*What the task requires*: Taking the lines below one at a time, count those with the string "every" and give the result alone.

*Record excerpts*:
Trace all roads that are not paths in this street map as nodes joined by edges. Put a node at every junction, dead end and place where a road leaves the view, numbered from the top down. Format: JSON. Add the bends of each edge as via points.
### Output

---

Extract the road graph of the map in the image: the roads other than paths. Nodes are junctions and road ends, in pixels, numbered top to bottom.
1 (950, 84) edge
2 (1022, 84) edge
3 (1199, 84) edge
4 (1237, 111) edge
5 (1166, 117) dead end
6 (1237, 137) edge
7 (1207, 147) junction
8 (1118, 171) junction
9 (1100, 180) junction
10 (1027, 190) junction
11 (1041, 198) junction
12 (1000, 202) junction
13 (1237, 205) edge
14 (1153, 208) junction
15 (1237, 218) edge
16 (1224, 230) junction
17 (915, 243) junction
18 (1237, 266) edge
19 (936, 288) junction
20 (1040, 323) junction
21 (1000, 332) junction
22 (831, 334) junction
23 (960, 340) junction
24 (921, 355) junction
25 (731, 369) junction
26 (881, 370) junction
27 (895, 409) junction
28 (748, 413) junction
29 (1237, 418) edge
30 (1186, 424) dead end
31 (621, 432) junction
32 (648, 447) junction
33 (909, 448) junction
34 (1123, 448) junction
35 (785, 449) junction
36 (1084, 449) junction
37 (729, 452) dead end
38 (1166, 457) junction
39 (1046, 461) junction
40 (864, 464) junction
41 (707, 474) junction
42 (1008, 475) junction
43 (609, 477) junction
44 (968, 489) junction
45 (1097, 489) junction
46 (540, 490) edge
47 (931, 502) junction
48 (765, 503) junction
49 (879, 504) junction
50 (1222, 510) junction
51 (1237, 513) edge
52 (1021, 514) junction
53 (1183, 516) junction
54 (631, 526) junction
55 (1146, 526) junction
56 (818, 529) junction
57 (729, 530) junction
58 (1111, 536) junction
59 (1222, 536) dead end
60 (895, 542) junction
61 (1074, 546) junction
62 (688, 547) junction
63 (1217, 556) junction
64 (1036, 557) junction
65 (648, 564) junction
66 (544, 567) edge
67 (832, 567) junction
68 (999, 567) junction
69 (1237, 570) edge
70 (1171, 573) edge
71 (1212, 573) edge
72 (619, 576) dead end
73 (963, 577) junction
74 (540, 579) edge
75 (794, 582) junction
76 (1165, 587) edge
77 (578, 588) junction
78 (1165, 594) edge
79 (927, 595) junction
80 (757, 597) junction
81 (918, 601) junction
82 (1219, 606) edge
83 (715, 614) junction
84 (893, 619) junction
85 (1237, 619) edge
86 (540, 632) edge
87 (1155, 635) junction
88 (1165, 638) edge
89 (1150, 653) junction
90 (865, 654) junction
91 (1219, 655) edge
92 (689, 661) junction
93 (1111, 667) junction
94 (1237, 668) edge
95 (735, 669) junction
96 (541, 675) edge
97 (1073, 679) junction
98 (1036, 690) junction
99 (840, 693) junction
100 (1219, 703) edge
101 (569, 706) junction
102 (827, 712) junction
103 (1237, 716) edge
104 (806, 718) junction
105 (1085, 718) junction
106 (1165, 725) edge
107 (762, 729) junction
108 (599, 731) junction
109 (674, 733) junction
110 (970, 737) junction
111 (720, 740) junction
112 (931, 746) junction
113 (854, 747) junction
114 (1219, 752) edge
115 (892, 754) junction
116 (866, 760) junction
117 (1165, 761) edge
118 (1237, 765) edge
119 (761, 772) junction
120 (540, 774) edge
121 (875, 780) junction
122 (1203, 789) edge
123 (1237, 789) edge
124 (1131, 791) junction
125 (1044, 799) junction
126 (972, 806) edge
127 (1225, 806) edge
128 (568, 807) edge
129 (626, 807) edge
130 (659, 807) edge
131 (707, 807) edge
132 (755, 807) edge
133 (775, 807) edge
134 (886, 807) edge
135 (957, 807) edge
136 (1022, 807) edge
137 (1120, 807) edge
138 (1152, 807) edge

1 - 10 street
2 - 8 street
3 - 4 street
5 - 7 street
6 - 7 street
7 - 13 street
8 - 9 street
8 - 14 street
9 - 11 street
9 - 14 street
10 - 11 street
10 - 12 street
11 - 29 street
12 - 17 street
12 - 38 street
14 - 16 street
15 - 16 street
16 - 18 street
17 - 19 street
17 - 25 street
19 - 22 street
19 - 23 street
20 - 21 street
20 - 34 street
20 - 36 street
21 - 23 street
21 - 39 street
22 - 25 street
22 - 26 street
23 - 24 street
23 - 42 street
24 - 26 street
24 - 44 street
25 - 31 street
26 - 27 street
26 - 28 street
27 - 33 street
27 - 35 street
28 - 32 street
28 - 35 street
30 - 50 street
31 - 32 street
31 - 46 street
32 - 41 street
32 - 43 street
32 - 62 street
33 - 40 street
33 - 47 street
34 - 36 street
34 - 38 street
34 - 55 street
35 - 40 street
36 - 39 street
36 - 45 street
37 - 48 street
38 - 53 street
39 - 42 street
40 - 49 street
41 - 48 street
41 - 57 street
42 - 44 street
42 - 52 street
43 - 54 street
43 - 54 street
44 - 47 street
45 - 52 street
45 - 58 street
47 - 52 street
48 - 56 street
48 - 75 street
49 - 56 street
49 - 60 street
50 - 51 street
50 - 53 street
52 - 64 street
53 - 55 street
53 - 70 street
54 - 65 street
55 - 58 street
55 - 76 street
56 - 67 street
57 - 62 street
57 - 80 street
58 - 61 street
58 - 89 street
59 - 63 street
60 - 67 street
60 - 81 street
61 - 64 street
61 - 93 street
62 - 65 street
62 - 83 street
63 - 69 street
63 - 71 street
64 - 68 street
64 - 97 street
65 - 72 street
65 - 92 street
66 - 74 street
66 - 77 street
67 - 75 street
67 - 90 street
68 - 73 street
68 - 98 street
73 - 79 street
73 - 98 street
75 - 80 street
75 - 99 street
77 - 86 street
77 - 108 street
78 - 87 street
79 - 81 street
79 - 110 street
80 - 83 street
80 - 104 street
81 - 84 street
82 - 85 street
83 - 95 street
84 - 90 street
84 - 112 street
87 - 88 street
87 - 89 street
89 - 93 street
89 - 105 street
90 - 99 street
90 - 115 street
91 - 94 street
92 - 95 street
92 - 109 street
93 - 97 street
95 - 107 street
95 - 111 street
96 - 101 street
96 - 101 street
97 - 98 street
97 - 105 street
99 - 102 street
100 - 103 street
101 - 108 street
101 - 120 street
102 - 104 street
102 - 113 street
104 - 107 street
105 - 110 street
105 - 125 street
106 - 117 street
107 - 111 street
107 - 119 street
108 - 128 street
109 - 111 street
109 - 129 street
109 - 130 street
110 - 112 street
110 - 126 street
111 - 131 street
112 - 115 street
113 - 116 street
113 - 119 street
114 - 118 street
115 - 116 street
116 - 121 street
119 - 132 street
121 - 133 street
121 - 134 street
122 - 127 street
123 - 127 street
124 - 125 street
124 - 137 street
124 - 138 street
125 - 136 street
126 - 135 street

==

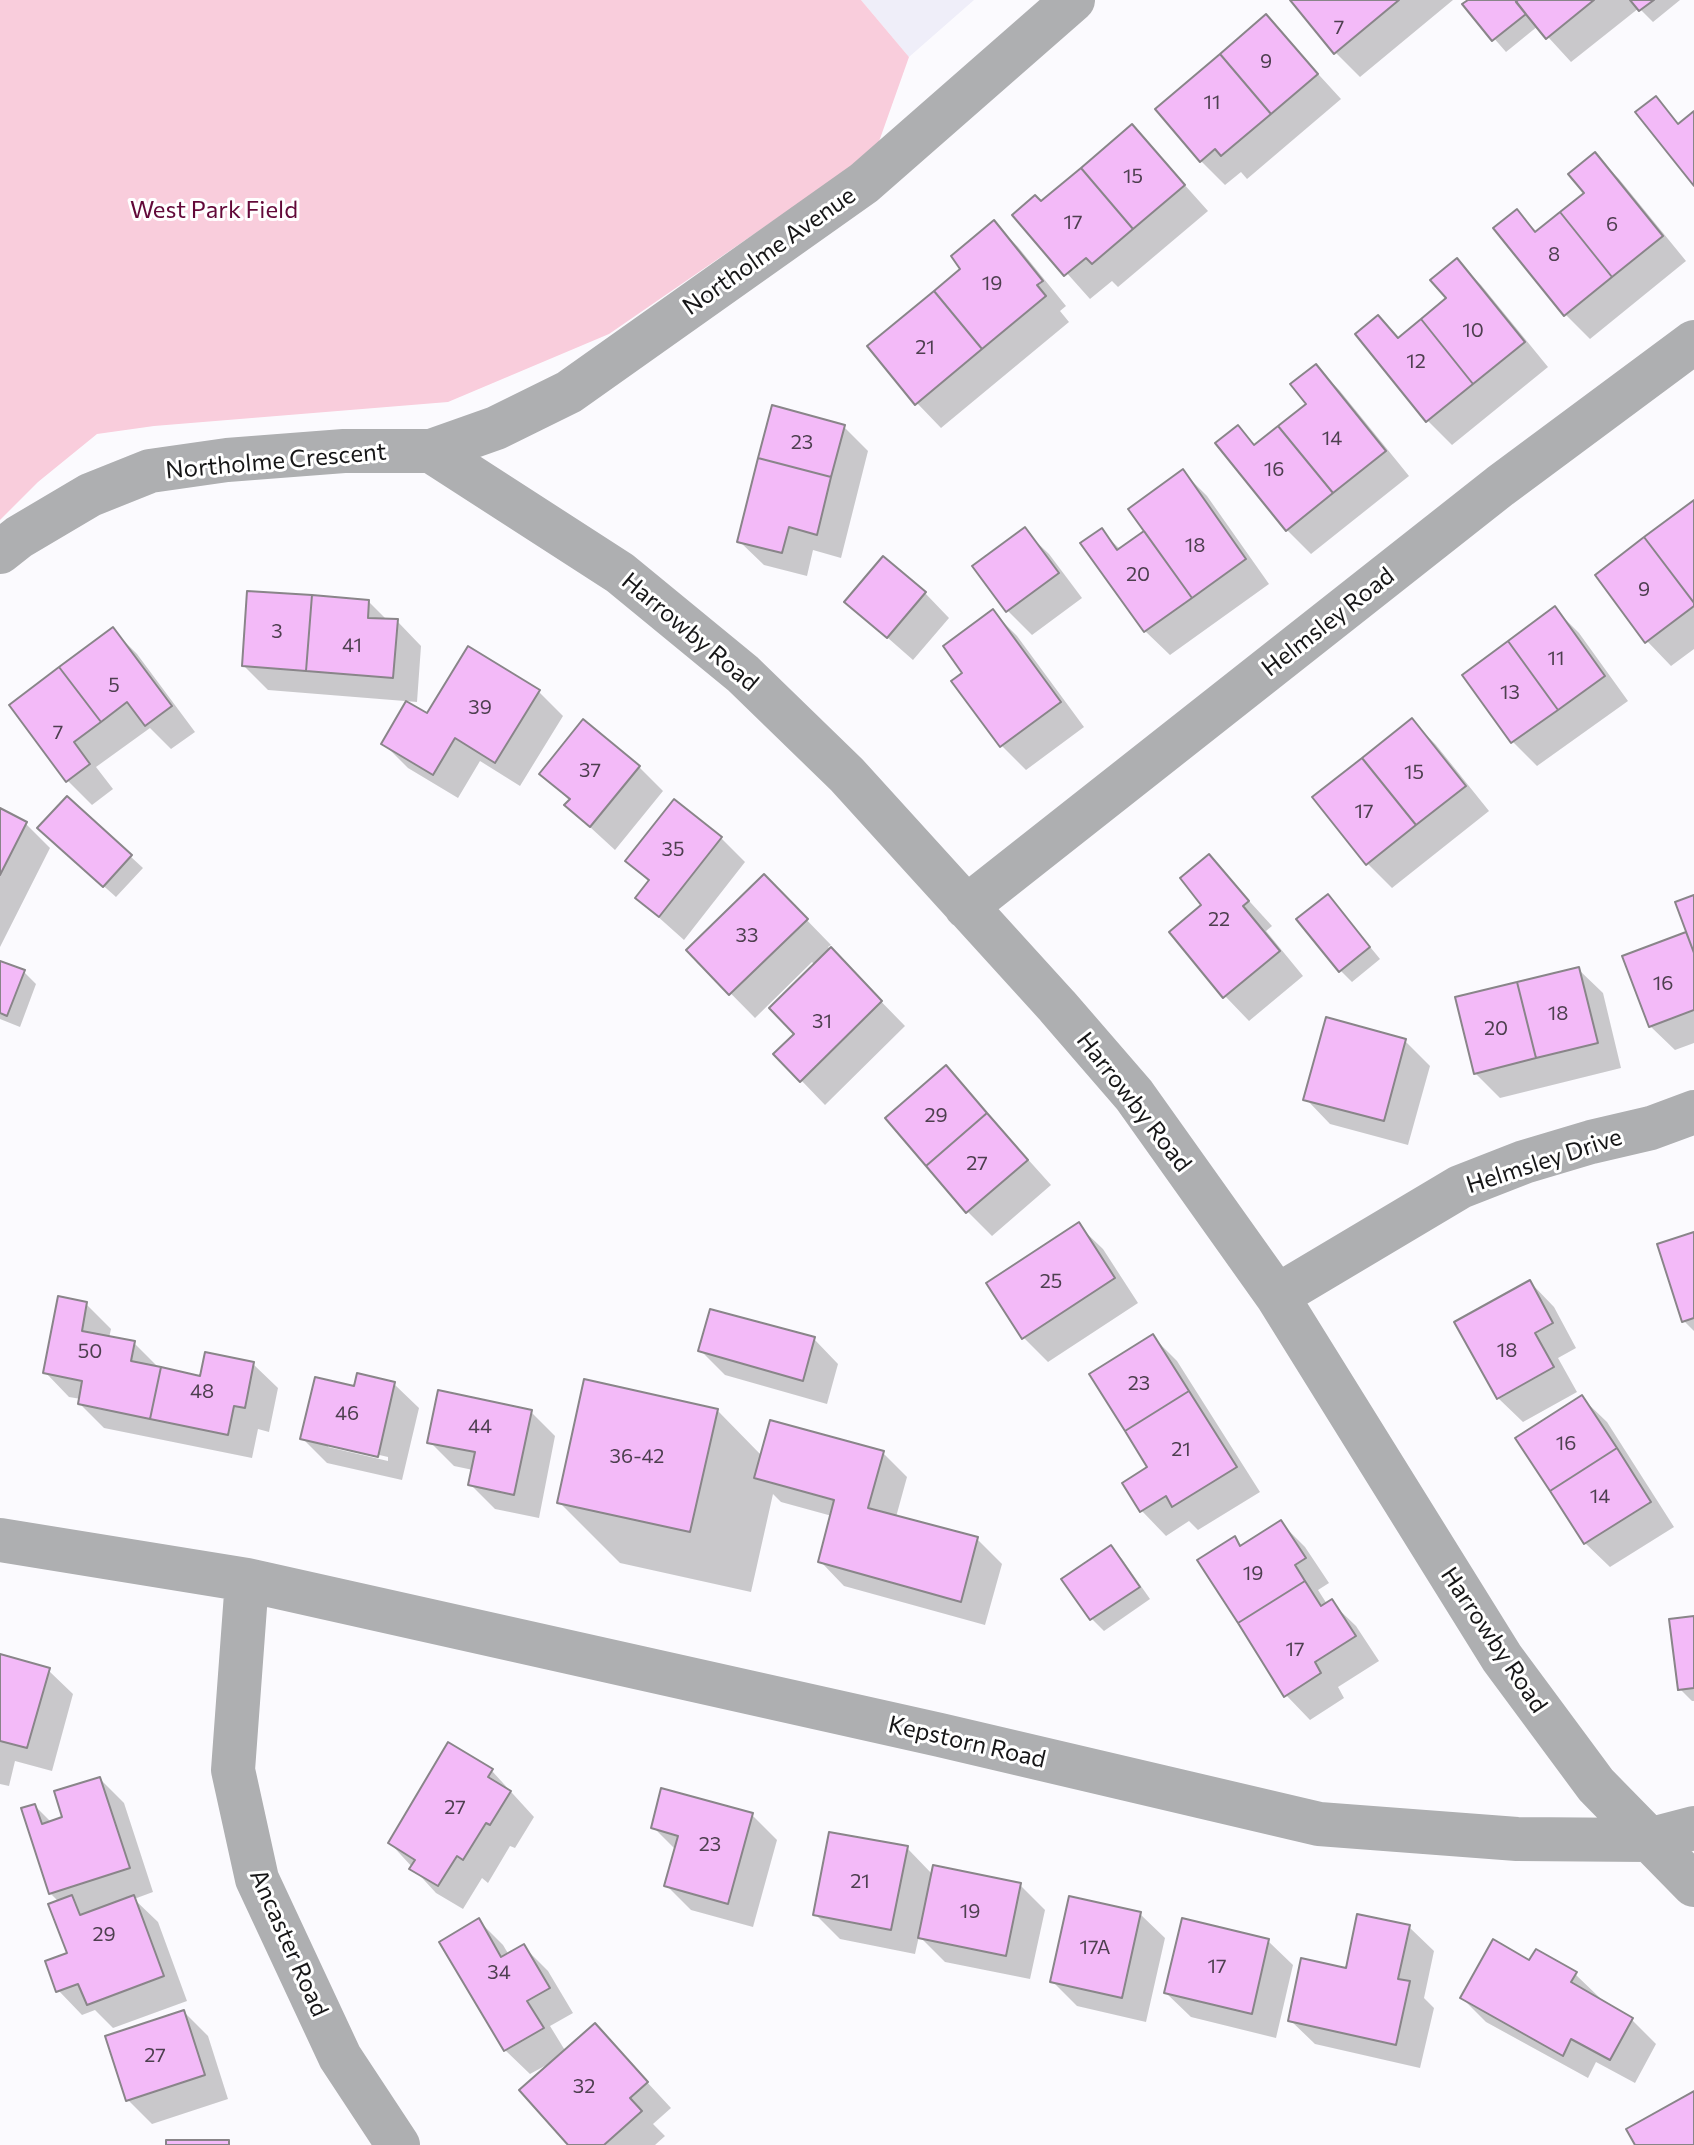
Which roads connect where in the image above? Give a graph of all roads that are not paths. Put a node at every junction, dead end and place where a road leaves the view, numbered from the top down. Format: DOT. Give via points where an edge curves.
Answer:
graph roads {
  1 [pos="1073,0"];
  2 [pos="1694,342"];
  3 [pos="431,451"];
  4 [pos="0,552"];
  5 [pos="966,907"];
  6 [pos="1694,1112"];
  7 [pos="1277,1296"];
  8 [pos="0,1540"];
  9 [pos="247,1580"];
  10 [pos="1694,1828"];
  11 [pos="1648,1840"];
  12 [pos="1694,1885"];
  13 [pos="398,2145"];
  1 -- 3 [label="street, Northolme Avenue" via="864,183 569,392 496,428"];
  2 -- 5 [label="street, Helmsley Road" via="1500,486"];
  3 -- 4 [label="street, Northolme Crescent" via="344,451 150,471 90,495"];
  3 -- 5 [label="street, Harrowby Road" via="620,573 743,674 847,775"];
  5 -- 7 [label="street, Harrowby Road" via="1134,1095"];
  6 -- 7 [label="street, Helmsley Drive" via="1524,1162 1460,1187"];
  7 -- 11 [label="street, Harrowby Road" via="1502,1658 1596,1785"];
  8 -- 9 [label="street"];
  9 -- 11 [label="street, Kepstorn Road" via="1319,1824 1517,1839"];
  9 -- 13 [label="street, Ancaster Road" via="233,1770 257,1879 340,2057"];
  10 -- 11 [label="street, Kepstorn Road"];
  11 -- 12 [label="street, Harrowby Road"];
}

*Expected output*: 2